* Provided material *
== == ==

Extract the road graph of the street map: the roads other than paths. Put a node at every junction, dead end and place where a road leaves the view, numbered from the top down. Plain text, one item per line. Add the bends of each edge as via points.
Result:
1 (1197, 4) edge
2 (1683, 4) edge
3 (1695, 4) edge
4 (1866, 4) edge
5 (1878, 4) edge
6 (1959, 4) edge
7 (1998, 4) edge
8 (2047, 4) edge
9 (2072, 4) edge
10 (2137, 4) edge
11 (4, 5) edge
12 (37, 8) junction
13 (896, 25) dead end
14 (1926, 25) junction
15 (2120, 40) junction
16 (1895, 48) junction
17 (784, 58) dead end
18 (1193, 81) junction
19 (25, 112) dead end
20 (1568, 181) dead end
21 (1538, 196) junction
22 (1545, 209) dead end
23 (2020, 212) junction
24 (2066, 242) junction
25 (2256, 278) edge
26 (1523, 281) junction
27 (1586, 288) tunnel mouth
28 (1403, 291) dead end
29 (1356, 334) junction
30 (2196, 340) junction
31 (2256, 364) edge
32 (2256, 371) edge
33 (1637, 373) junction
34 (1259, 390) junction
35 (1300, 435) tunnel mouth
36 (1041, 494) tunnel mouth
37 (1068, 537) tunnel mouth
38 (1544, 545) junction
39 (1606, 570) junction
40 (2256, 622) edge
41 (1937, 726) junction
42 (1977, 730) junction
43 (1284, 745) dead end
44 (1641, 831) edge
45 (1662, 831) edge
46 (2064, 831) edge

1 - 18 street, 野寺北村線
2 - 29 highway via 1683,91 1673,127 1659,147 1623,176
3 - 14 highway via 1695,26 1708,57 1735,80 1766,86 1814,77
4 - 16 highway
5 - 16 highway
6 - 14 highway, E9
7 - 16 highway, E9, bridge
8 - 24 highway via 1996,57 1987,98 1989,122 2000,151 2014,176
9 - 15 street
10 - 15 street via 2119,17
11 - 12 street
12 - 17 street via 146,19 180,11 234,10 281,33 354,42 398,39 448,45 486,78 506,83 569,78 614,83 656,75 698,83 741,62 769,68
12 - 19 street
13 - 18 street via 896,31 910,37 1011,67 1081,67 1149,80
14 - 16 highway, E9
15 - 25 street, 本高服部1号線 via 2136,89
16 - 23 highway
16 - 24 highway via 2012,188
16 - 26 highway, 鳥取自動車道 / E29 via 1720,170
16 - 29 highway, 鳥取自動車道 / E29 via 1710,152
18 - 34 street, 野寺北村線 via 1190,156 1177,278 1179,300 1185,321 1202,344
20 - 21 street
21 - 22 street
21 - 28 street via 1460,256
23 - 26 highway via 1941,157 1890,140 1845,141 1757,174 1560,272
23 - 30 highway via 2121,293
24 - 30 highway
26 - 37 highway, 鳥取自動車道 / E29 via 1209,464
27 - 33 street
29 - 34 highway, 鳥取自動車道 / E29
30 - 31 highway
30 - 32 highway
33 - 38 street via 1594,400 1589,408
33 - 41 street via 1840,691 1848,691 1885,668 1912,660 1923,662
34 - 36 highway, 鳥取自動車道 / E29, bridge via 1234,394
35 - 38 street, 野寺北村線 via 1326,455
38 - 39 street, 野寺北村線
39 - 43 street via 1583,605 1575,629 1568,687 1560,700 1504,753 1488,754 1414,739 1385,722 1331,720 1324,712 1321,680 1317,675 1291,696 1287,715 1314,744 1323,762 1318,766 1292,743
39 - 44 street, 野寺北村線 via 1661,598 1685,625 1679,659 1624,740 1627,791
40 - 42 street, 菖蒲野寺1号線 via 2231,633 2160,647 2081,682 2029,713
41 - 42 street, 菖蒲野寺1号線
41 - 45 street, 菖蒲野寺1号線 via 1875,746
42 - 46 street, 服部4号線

== == ==

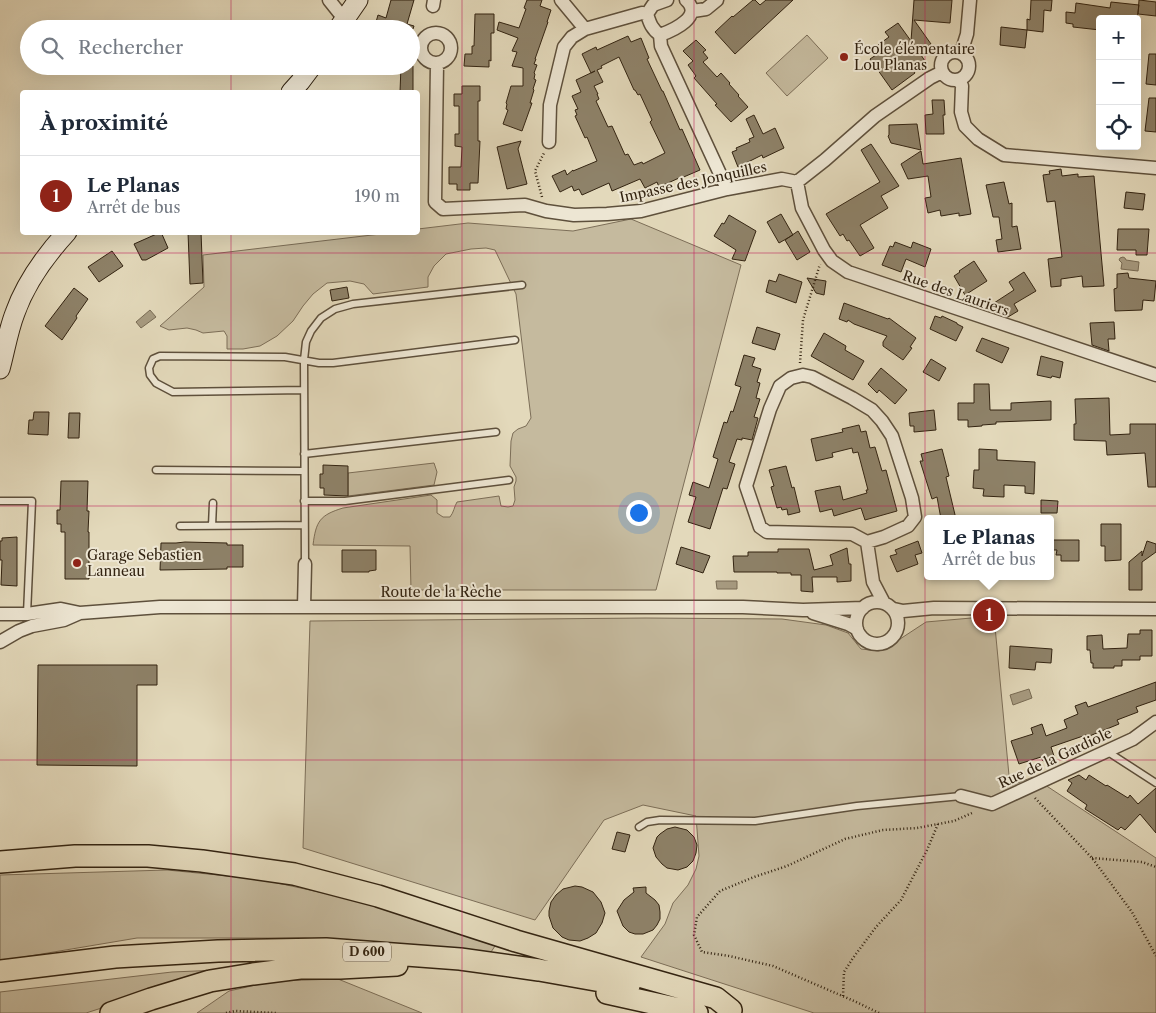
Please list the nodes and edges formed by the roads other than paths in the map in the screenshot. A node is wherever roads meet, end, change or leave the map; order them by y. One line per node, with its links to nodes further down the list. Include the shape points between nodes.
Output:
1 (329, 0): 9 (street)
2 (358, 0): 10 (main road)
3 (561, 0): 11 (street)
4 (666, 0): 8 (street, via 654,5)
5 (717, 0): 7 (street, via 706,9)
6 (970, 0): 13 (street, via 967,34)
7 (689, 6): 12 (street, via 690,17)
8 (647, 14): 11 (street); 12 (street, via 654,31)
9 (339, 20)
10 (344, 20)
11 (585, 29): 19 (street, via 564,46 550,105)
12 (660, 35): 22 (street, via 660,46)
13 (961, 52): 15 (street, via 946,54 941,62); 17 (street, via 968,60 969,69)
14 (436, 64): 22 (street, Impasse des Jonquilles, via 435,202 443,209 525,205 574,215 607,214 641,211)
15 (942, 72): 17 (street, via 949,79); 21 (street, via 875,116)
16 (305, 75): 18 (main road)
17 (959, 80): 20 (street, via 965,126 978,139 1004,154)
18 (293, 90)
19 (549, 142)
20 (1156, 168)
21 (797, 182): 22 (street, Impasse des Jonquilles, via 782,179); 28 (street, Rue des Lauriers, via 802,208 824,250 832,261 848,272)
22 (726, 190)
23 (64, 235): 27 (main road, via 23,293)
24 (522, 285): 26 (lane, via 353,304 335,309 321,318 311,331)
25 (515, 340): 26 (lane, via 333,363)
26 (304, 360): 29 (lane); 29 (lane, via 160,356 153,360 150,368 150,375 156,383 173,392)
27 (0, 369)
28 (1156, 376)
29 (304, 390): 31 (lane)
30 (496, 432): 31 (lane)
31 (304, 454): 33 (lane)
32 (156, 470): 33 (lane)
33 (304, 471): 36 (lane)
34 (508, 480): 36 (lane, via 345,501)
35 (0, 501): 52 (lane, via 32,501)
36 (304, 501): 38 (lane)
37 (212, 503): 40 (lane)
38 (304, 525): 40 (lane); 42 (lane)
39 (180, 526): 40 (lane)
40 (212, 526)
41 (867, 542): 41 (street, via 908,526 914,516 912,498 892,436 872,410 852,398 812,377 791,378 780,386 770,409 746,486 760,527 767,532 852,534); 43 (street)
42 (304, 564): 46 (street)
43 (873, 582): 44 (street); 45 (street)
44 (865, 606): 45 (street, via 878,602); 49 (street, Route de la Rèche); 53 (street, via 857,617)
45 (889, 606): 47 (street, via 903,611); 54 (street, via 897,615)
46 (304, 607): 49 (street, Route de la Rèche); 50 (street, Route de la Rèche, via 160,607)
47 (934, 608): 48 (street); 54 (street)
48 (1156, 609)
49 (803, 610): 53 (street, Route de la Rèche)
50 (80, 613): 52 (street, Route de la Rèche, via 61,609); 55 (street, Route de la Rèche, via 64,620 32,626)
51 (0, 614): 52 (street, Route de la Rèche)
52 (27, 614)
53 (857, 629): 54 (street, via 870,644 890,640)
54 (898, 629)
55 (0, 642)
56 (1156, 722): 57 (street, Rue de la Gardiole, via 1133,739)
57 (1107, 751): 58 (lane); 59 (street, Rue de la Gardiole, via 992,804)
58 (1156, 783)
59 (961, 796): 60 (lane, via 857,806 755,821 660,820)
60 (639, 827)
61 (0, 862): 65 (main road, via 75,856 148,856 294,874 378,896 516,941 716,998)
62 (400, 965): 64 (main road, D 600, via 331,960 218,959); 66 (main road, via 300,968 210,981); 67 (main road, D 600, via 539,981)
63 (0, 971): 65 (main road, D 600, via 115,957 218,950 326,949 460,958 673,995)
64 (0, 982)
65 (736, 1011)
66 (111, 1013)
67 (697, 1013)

== == ==

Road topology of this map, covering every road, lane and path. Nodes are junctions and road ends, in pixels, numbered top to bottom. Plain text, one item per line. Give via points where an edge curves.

== == ==

* Work task *
Which lines above hold the string "other"? Please copy all of them.

* Answer area *
Extract the road graph of the street map: the roads other than paths. Put a node at every junction, dead end and place where a road leaves the view, numbered from the top down. Plain text, one item per line. Add the bends of each edge as via points.
Please list the nodes and edges formed by the roads other than paths in the map in the screenshot. A node is wherever roads meet, end, change or leave the map; order them by y. One line per node, with its links to nodes further down the list. Include the shape points between nodes.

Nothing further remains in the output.